Personal information
- Born: 8 February 1947 (age 79) Milan, Italy
- Listed height: 6 ft 6.75 in (2.00 m)
- Listed weight: 208 lb (94 kg)

Career information
- Playing career: 1964–1982
- Position: Shooting guard / small forward

Career history
- 1964–1965: Milano 1958
- 1965–1966: Junior Casale
- 1966–1971: Milano 1958
- 1971–1978: Varese
- 1978–1980: Milano 1958
- 1980–1981: Varese
- 1981–1982: Nuova Vigevano

Career highlights
- FIBA Intercontinental Cup champion (1973); 4× EuroLeague champion (1972, 1973, 1975, 1976); 4× Italian League champion (1973, 1974, 1977, 1978); 4× Italian Cup winner (1973, 1974, 1977, 1978); Italian Basketball Hall of Fame (2014);

= Marino Zanatta =

Italian basketball player

Marino Zanatta (born 8 February 1947) is a retired Italian professional basketball player.
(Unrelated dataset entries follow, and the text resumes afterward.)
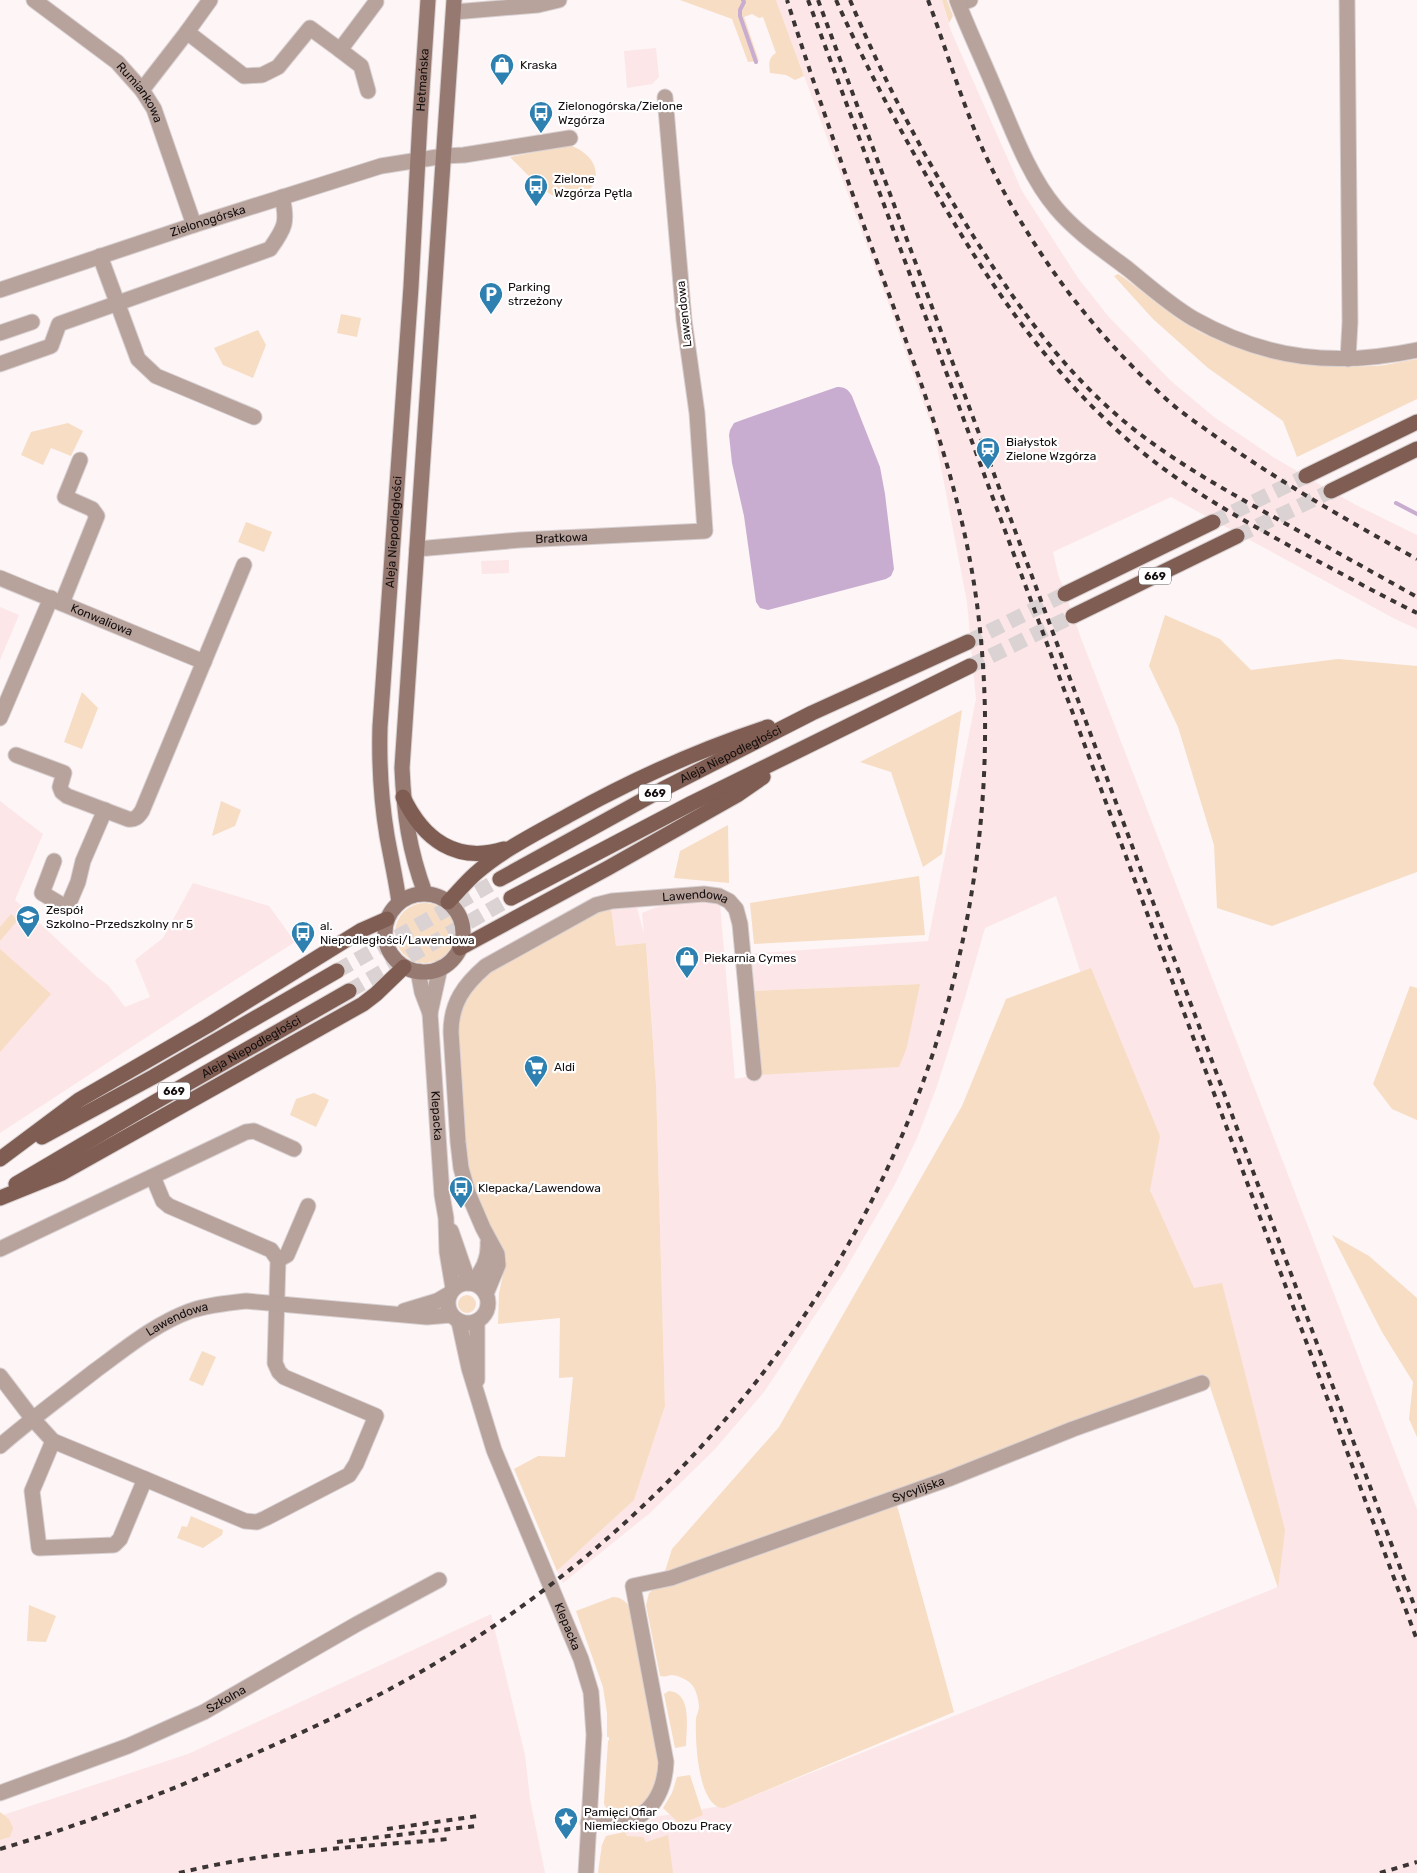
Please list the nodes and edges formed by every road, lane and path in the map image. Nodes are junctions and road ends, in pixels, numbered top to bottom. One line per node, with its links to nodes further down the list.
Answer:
1 (34, 0): 11 (street, Rumiankowa)
2 (210, 0): 9 (street)
3 (428, 0): 16 (main road, Hetmańska)
4 (559, 0): 8 (street)
5 (1347, 0): 25 (street)
6 (376, 2): 10 (street)
7 (962, 2): 25 (street)
8 (454, 6): 15 (main road)
9 (187, 32): 10 (street); 11 (street)
10 (340, 50): 12 (street)
11 (142, 90): 18 (street, Rumiankowa)
12 (368, 91)
13 (665, 97): 34 (street, Lawendowa)
14 (570, 138): 15 (street)
15 (444, 156): 16 (street, Zielonogórska); 36 (main road, Aleja Niepodległości)
16 (418, 159): 17 (street, Zielonogórska); 56 (main road, Aleja Niepodległości)
17 (282, 197): 18 (street, Zielonogórska); 21 (street)
18 (194, 224): 19 (street, Zielonogórska)
19 (100, 256): 20 (street, Zielonogórska); 21 (street)
20 (0, 290)
21 (118, 304): 26 (street); 27 (street)
22 (32, 322): 23 (street)
23 (0, 333)
24 (1417, 350): 25 (street)
25 (1348, 359)
26 (0, 364)
27 (254, 417)
28 (1417, 422): 31 (main road)
29 (1417, 449): 32 (main road)
30 (80, 460): 40 (street)
31 (1306, 476)
32 (1331, 491)
33 (1213, 522): 39 (main road, 669)
34 (705, 531): 36 (street, Bratkowa)
35 (1237, 536): 41 (main road, 669)
36 (418, 549): 49 (main road, Aleja Niepodległości)
37 (244, 565): 43 (street)
38 (0, 578): 40 (street, Konwaliowa)
39 (1066, 594)
40 (56, 601): 43 (street, Konwaliowa); 46 (street)
41 (1073, 616)
42 (968, 642): 45 (main road, Aleja Niepodległości / 669)
43 (204, 662): 50 (street)
44 (970, 666): 47 (main road, 669)
45 (812, 713): 51 (main road); 53 (main road, Aleja Niepodległości / 669)
46 (0, 718)
47 (803, 750): 55 (main road, 669); 59 (main road)
48 (16, 754): 50 (street)
49 (403, 797): 51 (main road); 54 (main road, Aleja Niepodległości)
50 (105, 810): 52 (street)
51 (515, 846): 57 (main road)
52 (54, 861)
53 (500, 878)
54 (425, 893): 56 (main road); 57 (main road)
55 (511, 898)
56 (399, 902): 58 (main road)
57 (448, 902): 59 (main road)
58 (387, 919): 61 (main road); 67 (main road)
59 (460, 948): 60 (main road)
60 (440, 968): 61 (main road); 64 (street, Klepacka)
61 (411, 969): 64 (street, Klepacka); 70 (main road)
62 (337, 971): 67 (main road, Aleja Niepodległości / 669)
63 (348, 991): 69 (main road, Aleja Niepodległości / 669)
64 (430, 1013): 72 (street, Klepacka)
65 (754, 1073): 73 (street, Lawendowa)
66 (294, 1149): 68 (street)
67 (0, 1159)
68 (153, 1177): 74 (street); 75 (street)
69 (0, 1193)
70 (0, 1198)
71 (308, 1206): 75 (street)
72 (446, 1218): 76 (street, Klepacka); 77 (street, Klepacka)
73 (488, 1238): 76 (street); 78 (street, Lawendowa)
74 (0, 1249)
75 (278, 1260): 79 (street)
76 (471, 1283): 77 (street); 78 (street)
77 (451, 1291): 80 (street, Lawendowa); 81 (street)
78 (486, 1294): 82 (street)
79 (278, 1303): 80 (street, Lawendowa); 86 (street, Lawendowa); 89 (street)
80 (393, 1314): 81 (street, Lawendowa)
81 (455, 1319): 82 (street); 85 (street, Klepacka)
82 (477, 1322): 85 (street, Klepacka)
83 (0, 1376): 86 (street)
84 (1202, 1383): 92 (street, Sycylijska)
85 (477, 1391): 92 (street, Klepacka)
86 (32, 1418): 87 (street); 88 (street, Lawendowa)
87 (53, 1441): 89 (street); 89 (street)
88 (0, 1446)
89 (145, 1479)
90 (439, 1580): 91 (street, Szkolna)
91 (0, 1793)
92 (588, 1823): 93 (street, Klepacka)
93 (586, 1873)

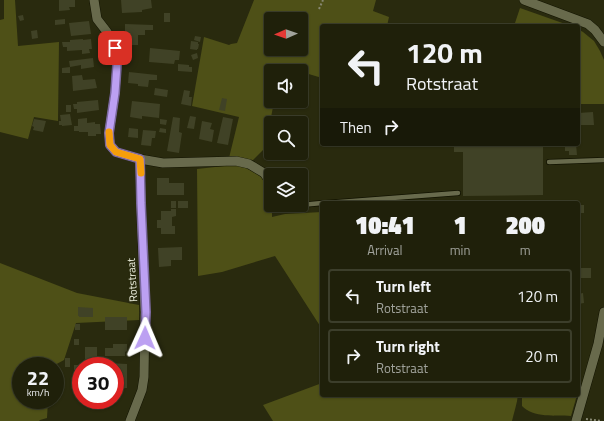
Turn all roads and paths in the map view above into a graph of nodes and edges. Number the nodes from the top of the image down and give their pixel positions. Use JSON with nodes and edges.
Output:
{"nodes":[{"id":1,"x":94,"y":0,"type":"edge"},
{"id":2,"x":323,"y":0,"type":"edge"},
{"id":3,"x":524,"y":0,"type":"edge"},
{"id":4,"x":319,"y":9,"type":"dead end"},
{"id":5,"x":603,"y":39,"type":"edge"},
{"id":6,"x":140,"y":159,"type":"junction"},
{"id":7,"x":604,"y":160,"type":"edge"},
{"id":8,"x":549,"y":162,"type":"dead end"},
{"id":9,"x":264,"y":173,"type":"edge"},
{"id":10,"x":458,"y":193,"type":"dead end"},
{"id":11,"x":352,"y":201,"type":"edge"},
{"id":12,"x":320,"y":203,"type":"edge"},
{"id":13,"x":308,"y":204,"type":"edge"},
{"id":14,"x":604,"y":312,"type":"edge"},
{"id":15,"x":576,"y":419,"type":"edge"},
{"id":16,"x":130,"y":421,"type":"edge"},
{"id":17,"x":602,"y":421,"type":"edge"}],
"edges":[{"from":1,"to":6,"type":"street"},
{"from":2,"to":4,"type":"path"},
{"from":3,"to":5,"type":"street"},
{"from":6,"to":9,"type":"street"},
{"from":6,"to":16,"type":"street","name":"Rotstraat"},
{"from":7,"to":8,"type":"lane"},
{"from":10,"to":11,"type":"lane"},
{"from":12,"to":13,"type":"lane"},
{"from":14,"to":15,"type":"street"},
{"from":15,"to":17,"type":"path"}]}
In 2014, he was inducted into the Italian Basketball Hall of Fame.

==Professional career==
Zanatta was a four time EuroLeague champion (1972, 1973, 1975, 1976).

==National team career==
Zanatta was a part of the senior Italian national basketball teams that won bronze medals at the 1971 EuroBasket, and the 1975 EuroBasket. He also competed at the 1972 Summer Olympic Games, and the 1976 Summer Olympic Games, finishing in fourth and fifth place, respectively.